- [Task]: Print all the records below, word for word and in full.

□ □ □ □

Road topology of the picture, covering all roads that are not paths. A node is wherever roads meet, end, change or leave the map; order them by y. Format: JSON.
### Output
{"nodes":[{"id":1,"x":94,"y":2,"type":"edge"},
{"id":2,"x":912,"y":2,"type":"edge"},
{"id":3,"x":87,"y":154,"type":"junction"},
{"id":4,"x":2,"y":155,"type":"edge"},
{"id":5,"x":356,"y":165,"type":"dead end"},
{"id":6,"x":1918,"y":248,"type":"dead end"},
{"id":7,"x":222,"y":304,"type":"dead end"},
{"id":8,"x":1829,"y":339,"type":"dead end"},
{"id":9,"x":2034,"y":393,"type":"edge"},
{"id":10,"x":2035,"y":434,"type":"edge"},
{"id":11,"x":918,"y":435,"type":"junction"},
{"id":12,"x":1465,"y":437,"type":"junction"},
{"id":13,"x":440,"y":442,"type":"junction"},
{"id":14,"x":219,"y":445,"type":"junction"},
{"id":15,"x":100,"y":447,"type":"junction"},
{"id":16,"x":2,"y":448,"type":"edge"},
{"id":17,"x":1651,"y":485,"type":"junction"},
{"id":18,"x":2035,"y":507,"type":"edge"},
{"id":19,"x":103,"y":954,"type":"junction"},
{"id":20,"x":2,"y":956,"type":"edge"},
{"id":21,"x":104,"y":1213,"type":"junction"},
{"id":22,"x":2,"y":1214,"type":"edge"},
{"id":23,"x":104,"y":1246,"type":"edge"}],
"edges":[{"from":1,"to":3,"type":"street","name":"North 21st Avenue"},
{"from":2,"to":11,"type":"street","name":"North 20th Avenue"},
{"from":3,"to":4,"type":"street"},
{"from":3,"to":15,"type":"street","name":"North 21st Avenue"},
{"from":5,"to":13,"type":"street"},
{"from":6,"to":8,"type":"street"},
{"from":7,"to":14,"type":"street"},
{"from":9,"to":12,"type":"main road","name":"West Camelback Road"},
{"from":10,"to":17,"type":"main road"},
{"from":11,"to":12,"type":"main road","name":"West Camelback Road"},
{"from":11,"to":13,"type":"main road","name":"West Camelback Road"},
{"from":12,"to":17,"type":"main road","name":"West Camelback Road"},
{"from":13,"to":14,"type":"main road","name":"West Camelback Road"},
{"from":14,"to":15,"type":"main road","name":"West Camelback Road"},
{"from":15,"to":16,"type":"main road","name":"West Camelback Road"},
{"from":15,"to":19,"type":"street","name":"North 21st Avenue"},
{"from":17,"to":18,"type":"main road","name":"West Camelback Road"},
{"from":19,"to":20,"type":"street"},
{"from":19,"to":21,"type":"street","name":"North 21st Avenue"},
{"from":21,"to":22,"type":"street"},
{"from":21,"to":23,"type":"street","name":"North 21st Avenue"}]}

□ □ □ □

- [Worked solution]:
Road topology of the picture, covering all roads that are not paths. A node is wherever roads meet, end, change or leave the map; order them by y. Format: JSON.
### Output
{"nodes":[{"id":1,"x":94,"y":2,"type":"edge"},
{"id":2,"x":912,"y":2,"type":"edge"},
{"id":3,"x":87,"y":154,"type":"junction"},
{"id":4,"x":2,"y":155,"type":"edge"},
{"id":5,"x":356,"y":165,"type":"dead end"},
{"id":6,"x":1918,"y":248,"type":"dead end"},
{"id":7,"x":222,"y":304,"type":"dead end"},
{"id":8,"x":1829,"y":339,"type":"dead end"},
{"id":9,"x":2034,"y":393,"type":"edge"},
{"id":10,"x":2035,"y":434,"type":"edge"},
{"id":11,"x":918,"y":435,"type":"junction"},
{"id":12,"x":1465,"y":437,"type":"junction"},
{"id":13,"x":440,"y":442,"type":"junction"},
{"id":14,"x":219,"y":445,"type":"junction"},
{"id":15,"x":100,"y":447,"type":"junction"},
{"id":16,"x":2,"y":448,"type":"edge"},
{"id":17,"x":1651,"y":485,"type":"junction"},
{"id":18,"x":2035,"y":507,"type":"edge"},
{"id":19,"x":103,"y":954,"type":"junction"},
{"id":20,"x":2,"y":956,"type":"edge"},
{"id":21,"x":104,"y":1213,"type":"junction"},
{"id":22,"x":2,"y":1214,"type":"edge"},
{"id":23,"x":104,"y":1246,"type":"edge"}],
"edges":[{"from":1,"to":3,"type":"street","name":"North 21st Avenue"},
{"from":2,"to":11,"type":"street","name":"North 20th Avenue"},
{"from":3,"to":4,"type":"street"},
{"from":3,"to":15,"type":"street","name":"North 21st Avenue"},
{"from":5,"to":13,"type":"street"},
{"from":6,"to":8,"type":"street"},
{"from":7,"to":14,"type":"street"},
{"from":9,"to":12,"type":"main road","name":"West Camelback Road"},
{"from":10,"to":17,"type":"main road"},
{"from":11,"to":12,"type":"main road","name":"West Camelback Road"},
{"from":11,"to":13,"type":"main road","name":"West Camelback Road"},
{"from":12,"to":17,"type":"main road","name":"West Camelback Road"},
{"from":13,"to":14,"type":"main road","name":"West Camelback Road"},
{"from":14,"to":15,"type":"main road","name":"West Camelback Road"},
{"from":15,"to":16,"type":"main road","name":"West Camelback Road"},
{"from":15,"to":19,"type":"street","name":"North 21st Avenue"},
{"from":17,"to":18,"type":"main road","name":"West Camelback Road"},
{"from":19,"to":20,"type":"street"},
{"from":19,"to":21,"type":"street","name":"North 21st Avenue"},
{"from":21,"to":22,"type":"street"},
{"from":21,"to":23,"type":"street","name":"North 21st Avenue"}]}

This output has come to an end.